Here we hope to provide a basic, practical foundation in dermatopathology on which a student can build as they become further specialized. This will serve them in communicating with colleagues from their own specialties and others. Of course, it is not possible for us to discuss each of the protean number of diseases exhaustively. We have thus chosen to highlight diseases for which professionals from most if not all fields require knowledge. Different texts on the subject have divided dermatopathology content in different ways and many disease processes could fit into multiple groups. For simplicity, we have divided the following content into groups based on conditions and prototypes in order to provide an introductory knowledge. We first begin with a general discussion of skin anatomy and histology to serve as a basis for the subsequent sections.
SKIN STRUCTURE
QUICK REVIEW
The superficial or external surfaces of the body are generally divided into three zones. These are, from superficial to deep, the epidermis, dermis, and subcutis. The epidermis is the overlying squamous layer and is analogous to epithelial linings that cover other body surfaces, including the mucosal surfaces of the airways, the epithelium overlying the gastrointestinal tract, and the epithelial surfaces in the reproductive and urinary organs. The epidermis is commonly divided into different layers that become useful in describing histological findings. The deepest of these layers is the basal layer (stratum basale) that lines the epidermal side of the dermoepidermal junction, and includes mostly cuboidal-appearing cells called basal cells (aka basal keratinocytes). The basal layer is the site of mitosis or proliferation of skin cells. These cells can sometimes appear slightly more basophilic or blue than more superficial cells, and are connected to the dermis by structures called hemidesmosomes. The basal layer is also home to a second cell type known as melanocytes. Melanocytes are responsible for melanin pigment production and for the transfer of melanin to keratinocytes, where most of the melanin is stored. Melanin pigment helps to protect the skin from the sun (an increase in the amount of melanin in darker skin individuals is the main reason why they burn less readily). Along with the cells of the basal layer, the melanocytes line the deepest layer of the epidermis and occur in a ratio of basal cell to melanocyte of approximately 1:10.

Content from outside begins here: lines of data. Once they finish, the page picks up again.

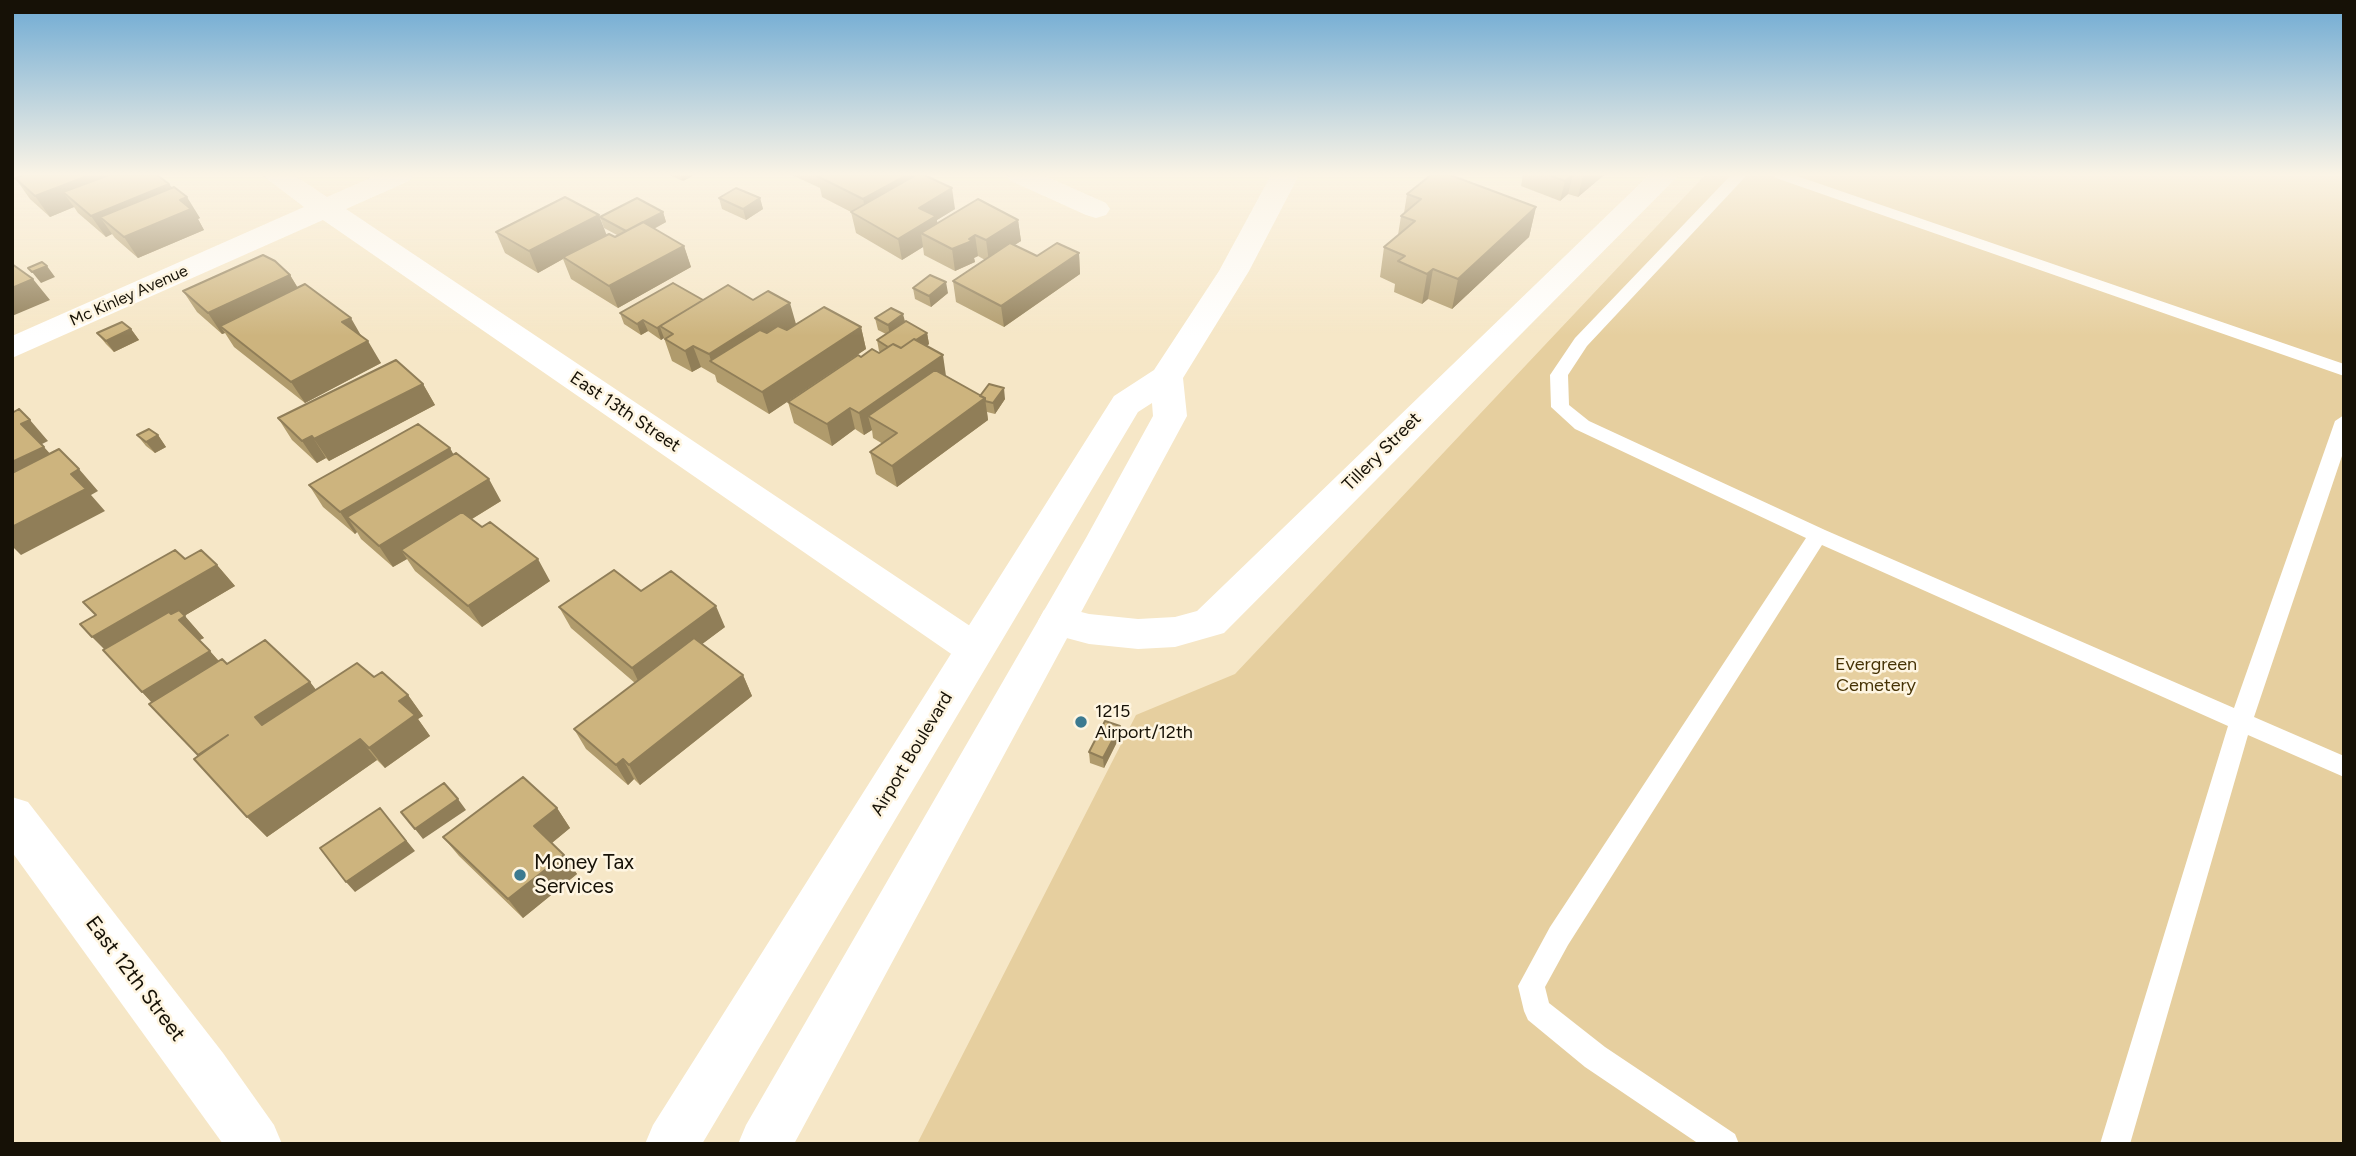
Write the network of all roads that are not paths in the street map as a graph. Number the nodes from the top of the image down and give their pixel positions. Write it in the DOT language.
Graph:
graph roads {
  1 [pos="277,229"];
  2 [pos="355,229"];
  3 [pos="1256,229"];
  4 [pos="1609,229"];
  5 [pos="1687,229"];
  6 [pos="1939,229"];
  7 [pos="12,348"];
  8 [pos="2344,370"];
  9 [pos="1166,378"];
  10 [pos="2344,421"];
  11 [pos="1818,535"];
  12 [pos="1058,621"];
  13 [pos="974,649"];
  14 [pos="2241,720"];
  15 [pos="2344,767"];
  16 [pos="12,816"];
  17 [pos="255,1144"];
  18 [pos="671,1144"];
  19 [pos="765,1144"];
  20 [pos="1725,1144"];
  21 [pos="2115,1144"];
  1 -- 7 [label="street, Mc Kinley Avenue"];
  2 -- 13 [label="street, East 13th Street"];
  3 -- 9 [label="street, Airport Boulevard"];
  4 -- 12 [label="street, Tillery Street"];
  5 -- 11 [label="lane"];
  6 -- 8 [label="lane"];
  9 -- 12 [label="street"];
  9 -- 13 [label="street, Airport Boulevard"];
  10 -- 14 [label="lane"];
  11 -- 14 [label="lane"];
  11 -- 20 [label="lane"];
  12 -- 19 [label="street"];
  13 -- 18 [label="street, Airport Boulevard"];
  14 -- 15 [label="lane"];
  14 -- 21 [label="lane"];
  16 -- 17 [label="street, East 12th Street"];
}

The majority of cells along the basal layer are known as keratinocytes and as they age will mature superficially in the epidermis. They have intercellular connections between cells, known as desmosomes, which become microscopically apparent superficial to the basal layer. It is for this reason that the next layer of the epidermis is known as the spinous layer (stratum spinosum; the desmosomes give a spinous appearance). The desmosomes are responsible for holding keratinocytes together and resisting shearing forces. Just superficial to the spinous layer the cytoplasm of the keratinocytes undergoes slight horizontal elongation and takes on a more granular appearance due to the appearance of purple keratohyalin granules. It is for this reason that cells in this layer are known as granulocytes, which populate the granular layer (stratum granulosum). Exaggeration or attenuation of this layer is an important diagnostic feature in some conditions.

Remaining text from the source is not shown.